Unfortunately as the GSEs remove their risk of rising rates they reduce their profits. After all it is very profitable for a GSE to borrow short (at rates close to zero) and lend at above 5% in new well collateralised fixed rate mortgages. Or it would be profitable until rates rose.

Until the end of the first quarter the GSEs were lending very large amounts funded largely short term. Freddie in particular noted (complained?) in their first quarter SEC filings that they were being pressured by regulators to grow their balance sheet to make funding available to the housing market.

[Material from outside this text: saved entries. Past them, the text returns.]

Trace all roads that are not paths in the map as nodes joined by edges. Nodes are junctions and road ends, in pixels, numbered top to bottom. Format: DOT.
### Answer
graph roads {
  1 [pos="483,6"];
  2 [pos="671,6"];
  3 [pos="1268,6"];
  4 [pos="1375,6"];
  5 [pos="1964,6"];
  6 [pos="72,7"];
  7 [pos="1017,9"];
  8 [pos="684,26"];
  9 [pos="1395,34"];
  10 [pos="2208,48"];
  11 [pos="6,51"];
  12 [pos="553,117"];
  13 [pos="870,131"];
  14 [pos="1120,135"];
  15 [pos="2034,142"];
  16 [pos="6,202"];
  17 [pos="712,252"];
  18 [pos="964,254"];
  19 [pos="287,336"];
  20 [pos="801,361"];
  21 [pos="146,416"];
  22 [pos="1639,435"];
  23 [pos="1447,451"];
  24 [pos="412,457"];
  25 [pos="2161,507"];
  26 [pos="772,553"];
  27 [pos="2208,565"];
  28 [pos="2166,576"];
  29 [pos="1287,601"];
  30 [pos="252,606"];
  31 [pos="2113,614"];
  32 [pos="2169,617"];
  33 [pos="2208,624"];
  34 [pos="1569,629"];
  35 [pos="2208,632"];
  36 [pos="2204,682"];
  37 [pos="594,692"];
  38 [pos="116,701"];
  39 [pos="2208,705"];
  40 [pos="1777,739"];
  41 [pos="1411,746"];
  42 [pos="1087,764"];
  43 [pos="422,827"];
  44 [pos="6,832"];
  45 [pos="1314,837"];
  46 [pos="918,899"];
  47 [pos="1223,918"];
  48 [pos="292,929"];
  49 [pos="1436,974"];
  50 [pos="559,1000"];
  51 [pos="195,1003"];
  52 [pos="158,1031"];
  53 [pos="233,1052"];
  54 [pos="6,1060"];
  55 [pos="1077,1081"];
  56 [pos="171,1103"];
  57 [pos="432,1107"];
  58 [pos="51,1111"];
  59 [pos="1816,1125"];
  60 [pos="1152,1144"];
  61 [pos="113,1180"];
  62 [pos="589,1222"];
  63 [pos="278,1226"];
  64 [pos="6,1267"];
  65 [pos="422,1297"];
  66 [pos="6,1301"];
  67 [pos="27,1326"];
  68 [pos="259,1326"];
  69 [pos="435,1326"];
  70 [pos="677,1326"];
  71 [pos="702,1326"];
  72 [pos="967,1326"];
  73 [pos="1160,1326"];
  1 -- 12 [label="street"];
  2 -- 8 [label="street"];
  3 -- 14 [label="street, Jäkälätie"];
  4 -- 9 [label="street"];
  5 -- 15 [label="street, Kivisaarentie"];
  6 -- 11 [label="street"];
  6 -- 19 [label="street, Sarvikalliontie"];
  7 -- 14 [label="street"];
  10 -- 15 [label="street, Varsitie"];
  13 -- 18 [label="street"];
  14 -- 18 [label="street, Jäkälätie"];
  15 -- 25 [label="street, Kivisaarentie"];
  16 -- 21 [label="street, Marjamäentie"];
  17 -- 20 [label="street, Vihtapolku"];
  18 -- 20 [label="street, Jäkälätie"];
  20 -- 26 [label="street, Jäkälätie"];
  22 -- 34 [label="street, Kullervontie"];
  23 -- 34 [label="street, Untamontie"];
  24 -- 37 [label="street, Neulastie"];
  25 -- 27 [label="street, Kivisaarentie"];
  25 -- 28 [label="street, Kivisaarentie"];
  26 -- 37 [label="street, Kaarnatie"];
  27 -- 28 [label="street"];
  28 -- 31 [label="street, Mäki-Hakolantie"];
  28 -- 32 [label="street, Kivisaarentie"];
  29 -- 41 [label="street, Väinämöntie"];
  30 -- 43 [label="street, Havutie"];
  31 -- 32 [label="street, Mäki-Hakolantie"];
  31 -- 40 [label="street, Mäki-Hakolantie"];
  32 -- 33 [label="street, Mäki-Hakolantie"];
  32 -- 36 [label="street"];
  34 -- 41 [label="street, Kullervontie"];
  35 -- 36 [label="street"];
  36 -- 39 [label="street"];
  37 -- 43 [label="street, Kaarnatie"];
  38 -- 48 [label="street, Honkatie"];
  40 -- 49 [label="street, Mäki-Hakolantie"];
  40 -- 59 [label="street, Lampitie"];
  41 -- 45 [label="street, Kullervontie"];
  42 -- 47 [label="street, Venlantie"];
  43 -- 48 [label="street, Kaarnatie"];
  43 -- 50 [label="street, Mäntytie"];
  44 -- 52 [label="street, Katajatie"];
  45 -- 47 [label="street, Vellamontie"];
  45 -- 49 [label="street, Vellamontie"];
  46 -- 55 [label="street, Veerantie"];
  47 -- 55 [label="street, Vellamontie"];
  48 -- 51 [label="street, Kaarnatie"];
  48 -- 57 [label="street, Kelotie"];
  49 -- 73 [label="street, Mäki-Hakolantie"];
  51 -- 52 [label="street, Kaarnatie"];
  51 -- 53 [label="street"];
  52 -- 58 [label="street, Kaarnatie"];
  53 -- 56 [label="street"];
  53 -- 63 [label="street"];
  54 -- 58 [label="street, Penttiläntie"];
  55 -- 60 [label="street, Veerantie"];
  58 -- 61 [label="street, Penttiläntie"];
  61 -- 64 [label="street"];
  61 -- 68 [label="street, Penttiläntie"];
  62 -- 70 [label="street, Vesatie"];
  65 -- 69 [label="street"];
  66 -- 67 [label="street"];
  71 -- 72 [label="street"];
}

And so they grew their balance sheet funded largely short term. The incremental business was highly profitable but carried a large risk of interest rate rises. (Fully hedged Freddie noted that the business was at best marginally profitable.)

When I read the Freddie quarterly SEC filings I looked at this interest rate risk – and thought – oops – here the taxpayer goes again.

But it was not to be. During April (reported in monthly data) Freddie turned on a dime and started selling mortgages, reducing their floating rate funding and increasing their fixed rate funding. They did this just before interest rates spiked.

Freddie Mac got it right.

You can see this in this monthly series. Note that the mortgage portfolio shrunk at an annualised rate of 50.9 percent – the fastest I can remember and probably the fastest ever. Moreover almost all this shrink was in long-dated fixed rate mortgages.

Freddie’s fixed rate debt increased from 582 to 603 billion – with an even larger reduction in floating rate debt.

There are plenty of people in privately run financials who wished they traded that well. All those people carted out by the sudden shift in interest rates for instance.

I know there is revulsion at paying high salaries to executives at financial institutions that have received government bail outs. But someone at Freddie Mac deserves a big bonus – a really big one.

Memo to Senator Dodd: don’t complain too much about it when the bonus gets paid.




John

PS. Fannie Mae’s portfolio moves were in the right direction but nowhere near the scale of Freddie Mac. I hope and expect that the bonuses will be smaller at Fannie Mae.